● Records for the exercise:

────────────────────

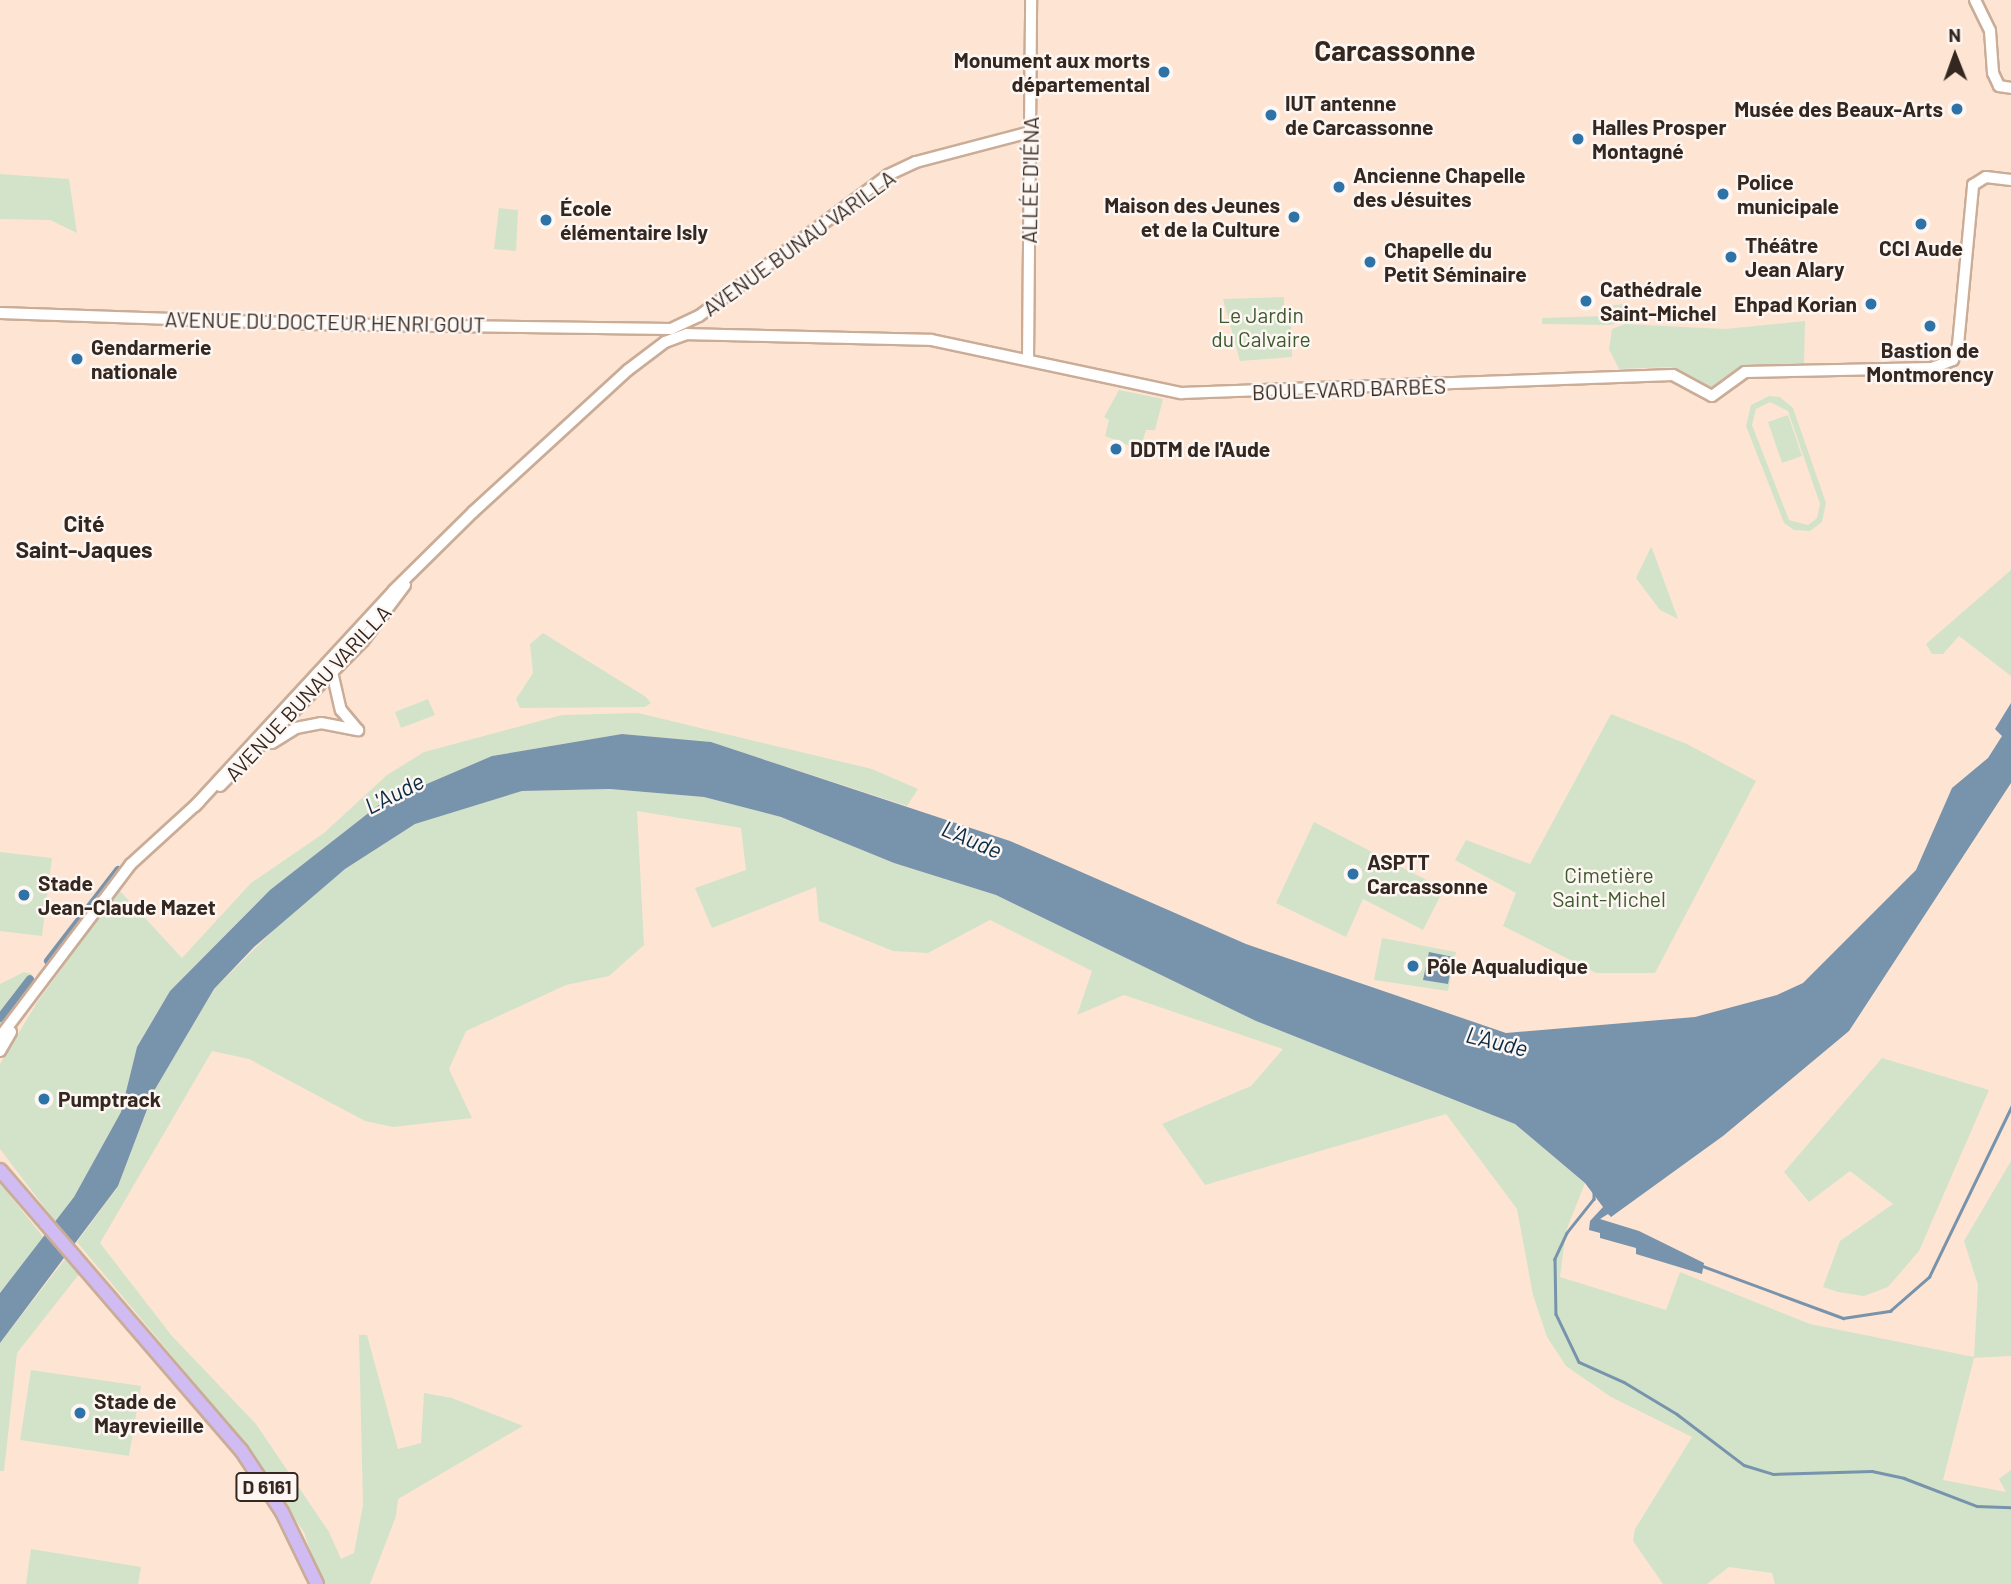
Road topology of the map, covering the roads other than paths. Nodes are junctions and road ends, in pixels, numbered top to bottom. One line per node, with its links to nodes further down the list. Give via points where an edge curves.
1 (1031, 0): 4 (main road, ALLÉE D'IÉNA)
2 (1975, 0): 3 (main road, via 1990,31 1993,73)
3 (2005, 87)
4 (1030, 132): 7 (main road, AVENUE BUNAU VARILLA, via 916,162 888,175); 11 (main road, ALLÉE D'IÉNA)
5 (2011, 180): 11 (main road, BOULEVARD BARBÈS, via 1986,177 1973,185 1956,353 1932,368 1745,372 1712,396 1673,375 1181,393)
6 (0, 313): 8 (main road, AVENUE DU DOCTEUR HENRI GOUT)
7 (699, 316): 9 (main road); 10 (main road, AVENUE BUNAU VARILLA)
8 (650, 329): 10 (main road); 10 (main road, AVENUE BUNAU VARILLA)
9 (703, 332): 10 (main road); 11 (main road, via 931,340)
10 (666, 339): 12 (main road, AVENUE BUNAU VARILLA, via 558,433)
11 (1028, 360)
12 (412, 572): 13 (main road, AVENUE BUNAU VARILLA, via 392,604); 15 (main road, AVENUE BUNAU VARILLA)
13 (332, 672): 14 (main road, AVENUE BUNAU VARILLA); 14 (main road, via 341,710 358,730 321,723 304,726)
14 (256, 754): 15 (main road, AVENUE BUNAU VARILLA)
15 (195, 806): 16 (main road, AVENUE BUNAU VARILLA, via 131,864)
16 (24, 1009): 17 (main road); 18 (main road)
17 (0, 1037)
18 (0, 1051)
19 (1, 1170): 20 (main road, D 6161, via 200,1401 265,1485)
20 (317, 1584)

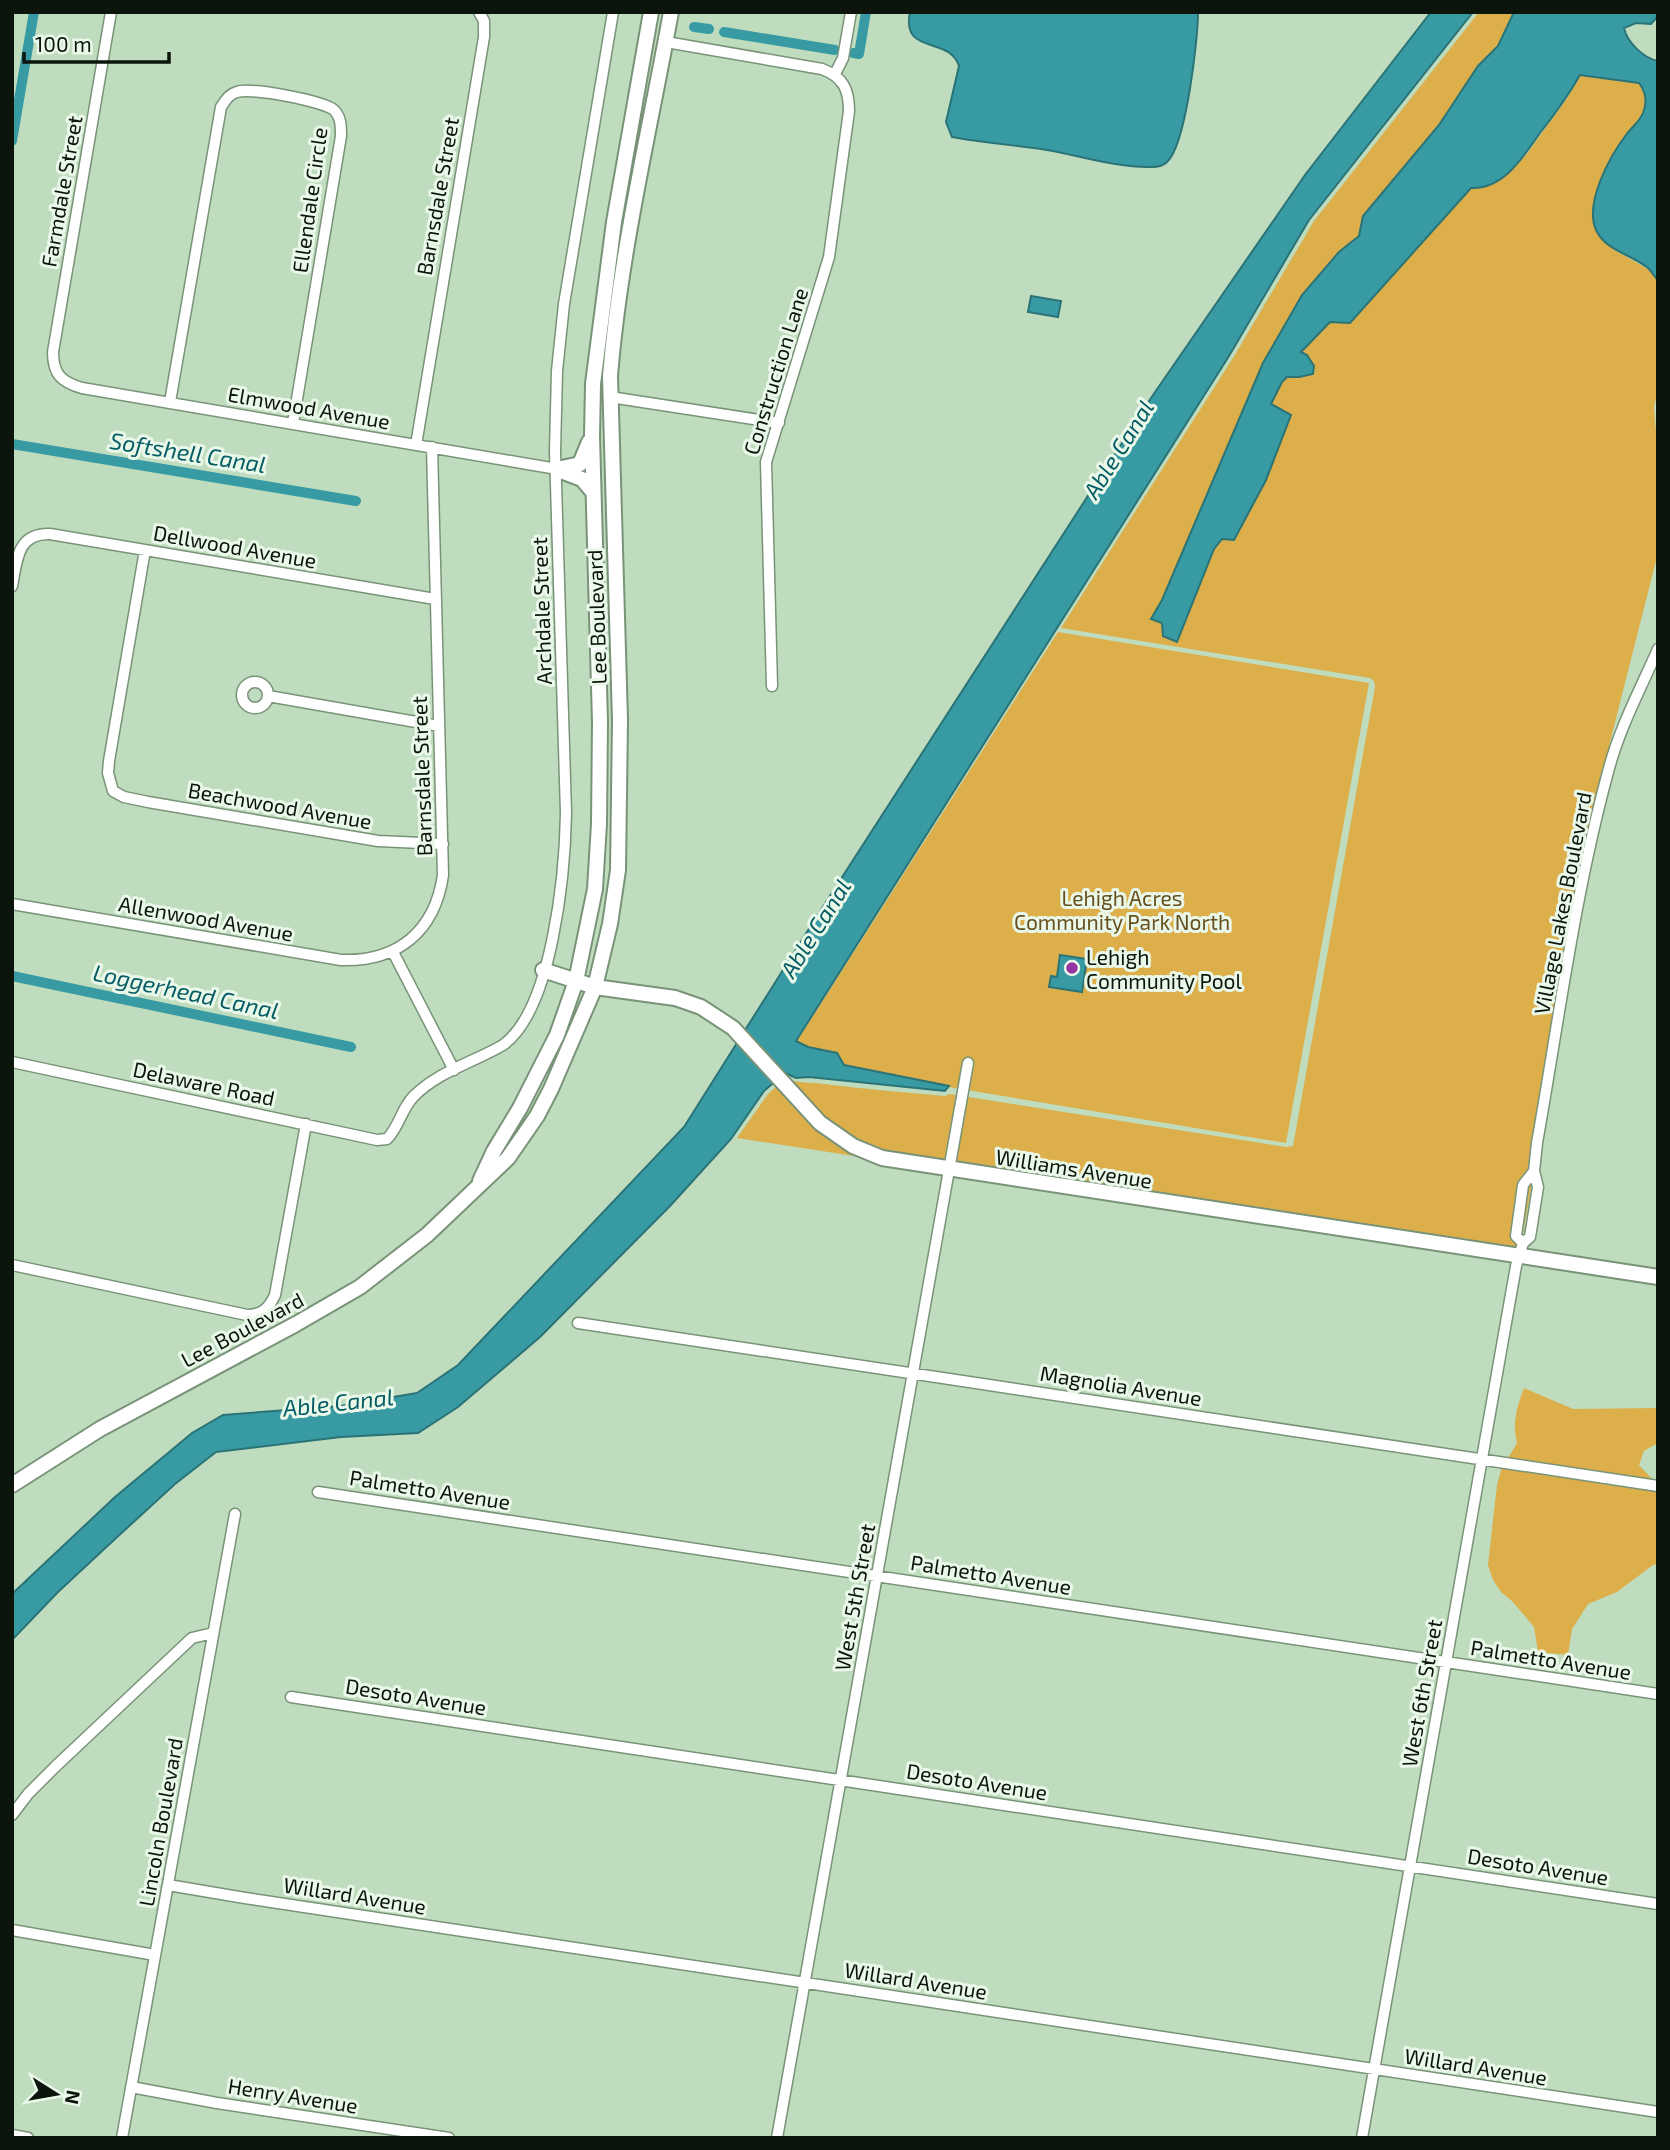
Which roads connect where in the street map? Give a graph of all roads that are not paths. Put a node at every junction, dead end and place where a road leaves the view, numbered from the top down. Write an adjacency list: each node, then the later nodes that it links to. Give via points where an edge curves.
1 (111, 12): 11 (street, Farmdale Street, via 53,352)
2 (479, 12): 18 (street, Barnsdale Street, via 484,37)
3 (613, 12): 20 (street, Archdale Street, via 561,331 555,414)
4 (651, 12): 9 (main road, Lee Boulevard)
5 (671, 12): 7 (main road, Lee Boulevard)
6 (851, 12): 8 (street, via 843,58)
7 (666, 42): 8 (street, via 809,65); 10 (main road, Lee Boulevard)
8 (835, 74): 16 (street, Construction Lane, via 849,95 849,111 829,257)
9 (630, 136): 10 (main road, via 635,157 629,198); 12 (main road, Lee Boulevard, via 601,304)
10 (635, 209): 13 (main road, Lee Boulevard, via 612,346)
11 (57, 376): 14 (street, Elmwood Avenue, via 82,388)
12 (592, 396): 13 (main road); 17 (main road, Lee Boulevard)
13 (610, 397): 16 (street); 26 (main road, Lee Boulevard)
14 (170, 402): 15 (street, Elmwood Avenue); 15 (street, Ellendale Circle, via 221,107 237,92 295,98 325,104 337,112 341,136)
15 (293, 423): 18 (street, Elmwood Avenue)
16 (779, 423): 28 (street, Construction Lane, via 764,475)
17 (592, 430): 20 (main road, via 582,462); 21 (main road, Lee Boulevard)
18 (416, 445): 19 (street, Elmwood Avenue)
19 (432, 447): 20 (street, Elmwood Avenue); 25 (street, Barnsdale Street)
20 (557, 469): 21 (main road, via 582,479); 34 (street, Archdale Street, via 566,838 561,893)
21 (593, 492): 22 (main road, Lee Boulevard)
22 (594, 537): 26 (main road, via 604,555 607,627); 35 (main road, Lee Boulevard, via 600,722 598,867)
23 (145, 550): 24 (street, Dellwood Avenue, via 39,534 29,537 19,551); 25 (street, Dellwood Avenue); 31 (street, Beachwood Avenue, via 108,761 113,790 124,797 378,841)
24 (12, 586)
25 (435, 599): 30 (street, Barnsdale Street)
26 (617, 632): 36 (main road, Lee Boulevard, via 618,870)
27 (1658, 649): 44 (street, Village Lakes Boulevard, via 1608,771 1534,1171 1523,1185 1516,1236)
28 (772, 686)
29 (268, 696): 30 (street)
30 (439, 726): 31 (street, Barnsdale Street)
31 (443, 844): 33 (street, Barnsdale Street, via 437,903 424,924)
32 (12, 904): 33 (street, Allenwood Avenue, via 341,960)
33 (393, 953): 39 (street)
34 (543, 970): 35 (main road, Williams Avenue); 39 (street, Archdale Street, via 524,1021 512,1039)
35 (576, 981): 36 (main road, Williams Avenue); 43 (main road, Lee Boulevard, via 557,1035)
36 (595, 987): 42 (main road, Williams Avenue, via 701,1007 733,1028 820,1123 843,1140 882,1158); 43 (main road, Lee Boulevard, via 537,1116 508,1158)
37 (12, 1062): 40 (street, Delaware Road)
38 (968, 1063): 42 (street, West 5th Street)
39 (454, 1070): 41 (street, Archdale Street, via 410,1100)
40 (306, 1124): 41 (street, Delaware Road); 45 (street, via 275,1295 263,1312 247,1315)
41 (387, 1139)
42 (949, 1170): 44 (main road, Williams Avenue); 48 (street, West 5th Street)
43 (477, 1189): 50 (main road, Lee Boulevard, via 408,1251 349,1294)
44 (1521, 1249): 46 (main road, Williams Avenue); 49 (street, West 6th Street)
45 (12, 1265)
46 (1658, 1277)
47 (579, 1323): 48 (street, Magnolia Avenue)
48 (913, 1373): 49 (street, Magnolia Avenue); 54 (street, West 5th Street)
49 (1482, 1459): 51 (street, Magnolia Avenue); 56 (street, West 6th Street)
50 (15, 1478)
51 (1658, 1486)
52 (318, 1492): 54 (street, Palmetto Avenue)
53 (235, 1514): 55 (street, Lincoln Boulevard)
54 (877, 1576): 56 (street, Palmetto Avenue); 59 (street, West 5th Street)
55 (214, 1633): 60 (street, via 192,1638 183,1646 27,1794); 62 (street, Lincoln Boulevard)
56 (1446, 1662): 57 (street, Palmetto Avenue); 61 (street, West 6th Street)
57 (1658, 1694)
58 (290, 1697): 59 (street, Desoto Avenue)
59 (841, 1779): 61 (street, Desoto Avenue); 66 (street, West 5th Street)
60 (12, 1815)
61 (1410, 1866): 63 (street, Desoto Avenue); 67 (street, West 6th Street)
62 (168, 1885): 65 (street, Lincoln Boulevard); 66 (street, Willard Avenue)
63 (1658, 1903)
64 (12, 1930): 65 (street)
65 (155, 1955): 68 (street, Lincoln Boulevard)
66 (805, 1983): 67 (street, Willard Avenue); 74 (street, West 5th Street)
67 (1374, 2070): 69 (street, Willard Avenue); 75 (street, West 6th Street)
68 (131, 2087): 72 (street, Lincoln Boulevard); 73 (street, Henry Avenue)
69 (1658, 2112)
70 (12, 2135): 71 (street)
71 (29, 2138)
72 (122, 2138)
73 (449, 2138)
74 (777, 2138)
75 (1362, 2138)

────────────────────

● Action item: Search the records for lines holding the word "Lincoln", then copy each line you find.

● Result of the exercise:
53 (235, 1514): 55 (street, Lincoln Boulevard)
55 (214, 1633): 60 (street, via 192,1638 183,1646 27,1794); 62 (street, Lincoln Boulevard)
62 (168, 1885): 65 (street, Lincoln Boulevard); 66 (street, Willard Avenue)
65 (155, 1955): 68 (street, Lincoln Boulevard)
68 (131, 2087): 72 (street, Lincoln Boulevard); 73 (street, Henry Avenue)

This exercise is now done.